6.25.2006

More Like Sugar Than Salt

Being cool. It's what we are all about.

Wait, I'm sorry. You are above being cool. In fact you are the salt and the light of the earth. Being cool is nonessential to you, instead seeking and serving God is your purpose and you have no need to get caught up in the ways of the world.

Then why do I feel we are very similar, if not a tad nicer, than our worldly counterparts? Why do we sit and watch hours of reality television that primarily consists of people plotting, bickering, and making meager attempts to prove Darwin's survival of the fittest law applies only to them? Shouldn't we be reading and memorizing scripture instead? Why could we readily rattle off pop culture facts much easier than the listing of the twelve apostles? Why do we associate only with people that look and act essentially like ourselves. Do not even the tax collectors do that?

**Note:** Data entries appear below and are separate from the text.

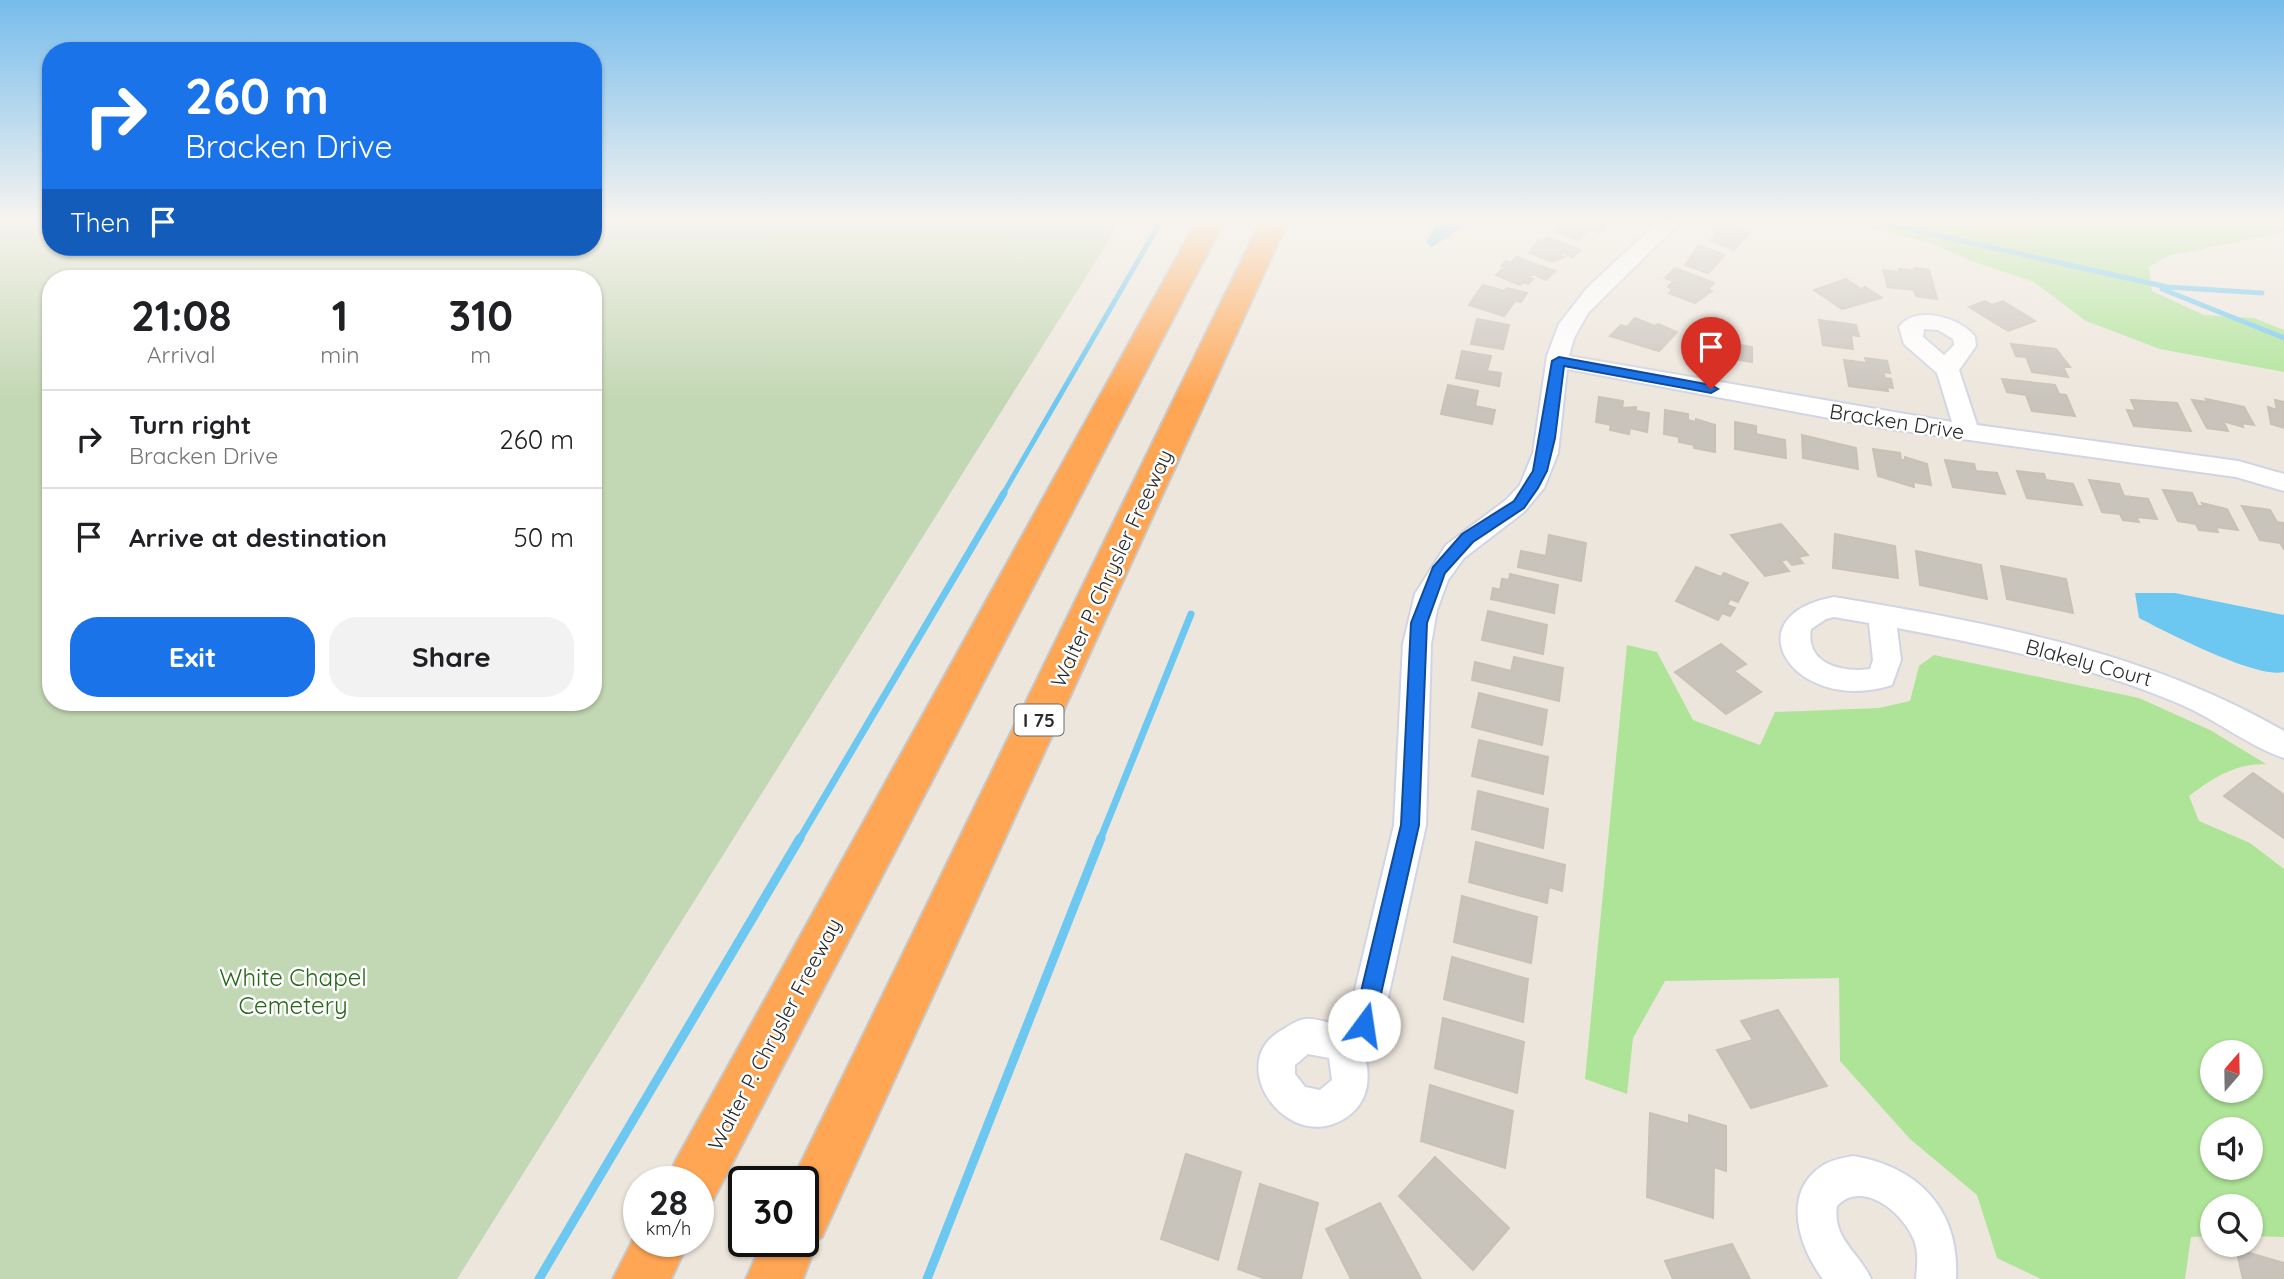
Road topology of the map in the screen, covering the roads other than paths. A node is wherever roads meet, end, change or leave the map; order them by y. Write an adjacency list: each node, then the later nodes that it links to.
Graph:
1 (1179, 281): 13 (highway, Walter P. Chrysler Freeway)
2 (1247, 281): 14 (highway, Walter P. Chrysler Freeway / I 75)
3 (1610, 281): 4 (street)
4 (1559, 361): 6 (street, Bracken Drive); 12 (street)
5 (1948, 370): 6 (street)
6 (1967, 432): 8 (street, Bracken Drive)
7 (2284, 460): 8 (street, Bracken Drive)
8 (2238, 469): 9 (street, Bracken Drive)
9 (2284, 483)
10 (1882, 615): 11 (street, Blakely Court)
11 (2284, 746)
12 (1343, 1043)
13 (702, 1166)
14 (819, 1184)
15 (653, 1257): 17 (highway)
16 (784, 1257): 18 (highway)
17 (641, 1279)
18 (774, 1279)
19 (1851, 1279): 20 (street)
20 (1937, 1279)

Being cool. It's what we are all about.

You see, I don't think we're that much different than the world we live in. I'd like to think we are but I think many of us desire to appear tolerant, even "loving", foregoing our call to be different. We have thus made idols of things like not using curse words and abstaining from alcohol to prove that we are different. Maybe we won't even smoke, but what child with a D.A.R.E. education would?

Please excuse me. I need to go watch Gray's Anatomy.

4 comments:

Anonymous said...

Interesting points Blake. But I agree with you on the amount of time spent watching REality TV and other shows. Jen and I recently got our cable cut. from 60 channels to the lifeline package which includes about 13 channels (we would not even have local channels without cable in Western OK). My reading and prayer life has improved immensely.

Anonymous said...

Interesting, Blake. Good thoughts.

Anonymous said...

And a really clever title. I just noticed it. :) Write me sometime!

Anonymous said...

When Ed and I moved to Germany, we brought our American TV with us. It won't receive German TV signals. So we don't watch TV anymore--just DVDs--unless we catch a show here and there over the Internet.

No "real" TV for almost five years now. I can't describe what a blessing it has been. Now, every time I'm at someone's house and the TV is on, and I see the inane commercials and the subtle worship of pop culture, I feel very thankful that I'm not inviting those temptations into my home every time I walk into the livingroom.

Some might accuse me of sounding "holier-than-thou." But I'm not trying to. I agree with you, Blake--I think we're not as different from the world as we like to think we are. And TV is one reason we aren't.